Cañada de Gómez - Santa Fe

 

 

 

 

 

 

DOCUMENTO DEL 24 .03.18

Como todos los 24 de marzo nos reunimos para conmemorar el día de la memoria, por la verdad y por la justicia. A intentar reflexionar, y convidar a que esta reflexión sea colectiva.

11.04.18


Como todos los años nos preguntamos que decir. Hay cosas que se repiten lamentable y continuamente y hay cosas nuevas. Desde hace años hablamos haciendo hincapié en que la dictadura fue cívico- militar. Lo novedoso hoy, es que aquellos sectores concentradores de poder económico están nuevamente en el gobierno, pero esta vez como políticos que ganaron elecciones por la suma de votos.

¿Esto quiere decir que perdimos?

¿Esto quiere decir que, finalmente, el chancho es capaz de votar a quien lo carnea?

¿Esto quiere decir que, sencillamente, son más los que creen que el negocio justifica cualquier muerte?

Queremos pensar que no.

No podemos negar la realidad, pero necesitamos hacer un esfuerzo por entenderla.

Creemos que, efectivamente, estos sectores están cosechando lo que sembraron con sangre y muerte en los 70. Y cultivaron en los más de treinta años de esta democracia que supimos conseguir. Se empeñaron en hacer de la política una mala palabra, en fomentar la meritocracia y vender que se salvan solo los que ganan. En proclamar al negocio como el motor de la historia.

Claro que la historia no es lineal, está echa de marchas y contra marchas. La expresión, más o menos vehemente, de los conflictos de clase es lo que mueve el amperímetro. Y, o bien permite la bajada de crudas políticas neoliberales, o en picos de actividad, empuja hacia medidas más populares. Pero los grandes problemas del actual gobierno siguen siendo los mismos que persisten desde los 70(por lo menos) y ninguno de los que han estado en el poder han podido, sabido ó querido solucionarlos.

Hace unos días pasaron bicicleteando 1600 km los compañeros de la asamblea de Jáchal, buscando que en la capital se enteren de que hace tres años tienen montada una carpa para defender el agua de todos. La minera Barrik gold, desde el 2003 explota (literalmente) las montañas donde nacen los ríos, violando las leyes con su ubicación y contaminando las aguas con sus derrames asesinos. Es una de las caras del mismo extractivismo que acá, en la pampa húmeda, produce a contra natura, granos, concentración y enfermedad, como lo viene denunciando la campaña “paren de fumigarnos” desde hace años.
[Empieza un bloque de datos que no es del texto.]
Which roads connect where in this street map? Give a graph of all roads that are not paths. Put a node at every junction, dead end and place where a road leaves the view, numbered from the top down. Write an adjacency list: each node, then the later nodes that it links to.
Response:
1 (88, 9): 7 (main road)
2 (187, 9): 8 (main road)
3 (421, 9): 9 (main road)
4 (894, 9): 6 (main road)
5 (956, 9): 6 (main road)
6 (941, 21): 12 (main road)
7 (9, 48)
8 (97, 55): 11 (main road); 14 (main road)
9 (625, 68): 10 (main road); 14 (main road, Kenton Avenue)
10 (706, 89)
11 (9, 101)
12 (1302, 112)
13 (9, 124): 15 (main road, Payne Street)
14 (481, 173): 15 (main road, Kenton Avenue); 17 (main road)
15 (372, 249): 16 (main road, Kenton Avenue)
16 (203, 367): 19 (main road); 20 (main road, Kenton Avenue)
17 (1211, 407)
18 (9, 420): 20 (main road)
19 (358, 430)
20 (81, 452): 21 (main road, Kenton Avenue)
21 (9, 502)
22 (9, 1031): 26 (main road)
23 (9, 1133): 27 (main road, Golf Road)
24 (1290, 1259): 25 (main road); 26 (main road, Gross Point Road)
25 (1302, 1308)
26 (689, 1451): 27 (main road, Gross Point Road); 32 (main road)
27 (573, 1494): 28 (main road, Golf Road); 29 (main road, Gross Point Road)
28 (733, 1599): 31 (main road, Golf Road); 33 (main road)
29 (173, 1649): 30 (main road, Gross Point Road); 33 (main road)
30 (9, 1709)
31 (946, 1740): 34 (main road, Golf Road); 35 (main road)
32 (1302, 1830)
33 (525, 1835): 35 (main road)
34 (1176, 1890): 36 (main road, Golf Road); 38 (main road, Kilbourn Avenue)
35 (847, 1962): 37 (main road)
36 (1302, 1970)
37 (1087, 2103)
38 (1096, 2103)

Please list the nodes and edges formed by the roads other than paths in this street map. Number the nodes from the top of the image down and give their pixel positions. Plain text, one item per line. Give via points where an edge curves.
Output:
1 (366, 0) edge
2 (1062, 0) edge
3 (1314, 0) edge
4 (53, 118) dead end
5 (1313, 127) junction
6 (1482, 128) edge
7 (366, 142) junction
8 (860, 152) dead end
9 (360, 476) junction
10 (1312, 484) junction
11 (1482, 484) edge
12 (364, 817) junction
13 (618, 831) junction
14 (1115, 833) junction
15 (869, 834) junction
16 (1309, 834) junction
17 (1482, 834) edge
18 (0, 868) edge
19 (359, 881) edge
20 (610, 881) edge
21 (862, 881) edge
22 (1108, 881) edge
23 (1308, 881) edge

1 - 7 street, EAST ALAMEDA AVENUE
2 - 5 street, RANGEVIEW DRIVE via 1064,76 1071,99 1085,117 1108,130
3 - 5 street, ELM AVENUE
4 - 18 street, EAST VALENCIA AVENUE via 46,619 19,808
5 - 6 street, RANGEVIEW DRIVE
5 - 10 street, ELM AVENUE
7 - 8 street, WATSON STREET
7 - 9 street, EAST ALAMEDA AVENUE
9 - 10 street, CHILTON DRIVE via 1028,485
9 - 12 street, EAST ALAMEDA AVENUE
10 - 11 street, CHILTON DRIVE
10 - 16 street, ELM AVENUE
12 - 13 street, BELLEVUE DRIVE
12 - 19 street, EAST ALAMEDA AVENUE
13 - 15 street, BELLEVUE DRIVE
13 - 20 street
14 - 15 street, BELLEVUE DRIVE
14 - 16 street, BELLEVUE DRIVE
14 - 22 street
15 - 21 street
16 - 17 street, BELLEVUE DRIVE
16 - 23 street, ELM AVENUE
Aunque con la necesidad de una articulación más eficiente, las resistencias están. Por más que la manipulación de los medios la niegue. O como en el caso del 8M o las movilizaciones docentes, donde la masividad les impide ocultarlas, las muestren a su modo, para el desprestigio y la espectacularización del hecho político.

El problema de la seguridad no tiene nada que ver con la perdida de garantías. Todo lo contrario, garantizar los derechos humanos básicos es más seguridad. Hoy muchos compañeros sienten en sus cuerpos el estigma de ser distintos, de que los consideren sospechosos o los señalen como amenazas. Nuestro presidente, con un gesto actuado, corona como héroe a un policía que mata a una persona y hace justicia por mano propia. La ministra de justicia reivindica el balazo en la espalda a un chico de once años. Este es el mensaje descarado, actúen que serán protegidos. Los grandes medios desinforman y mucha gente repite. No negamos la violencia, que existe y es cruel, pero ya está probado que no se detiene con más muertes. Necesitamos justicia, derechos, igualdad, comprensión, amor.

Por otro lado, todavía somos incapaces de construir otra cosa y aún estamos lejos de contar con una alternativa política que realmente de vuelta la tortilla, cambie el paradigma, ponga las cosas patas para arriba. Que no tenga todas las soluciones, que se pregunte, que escuche.

Por eso invitamos a reconstruir las redes sociales, a valorizar las relaciones humanas, a defender y habitar los espacios públicos donde es posible el encuentro, a discutir, discutir mucho, apasionadamente. Pero sin fanatismos, sin agresión, con respeto, reconociendo al otro y reconociéndonos en el otro.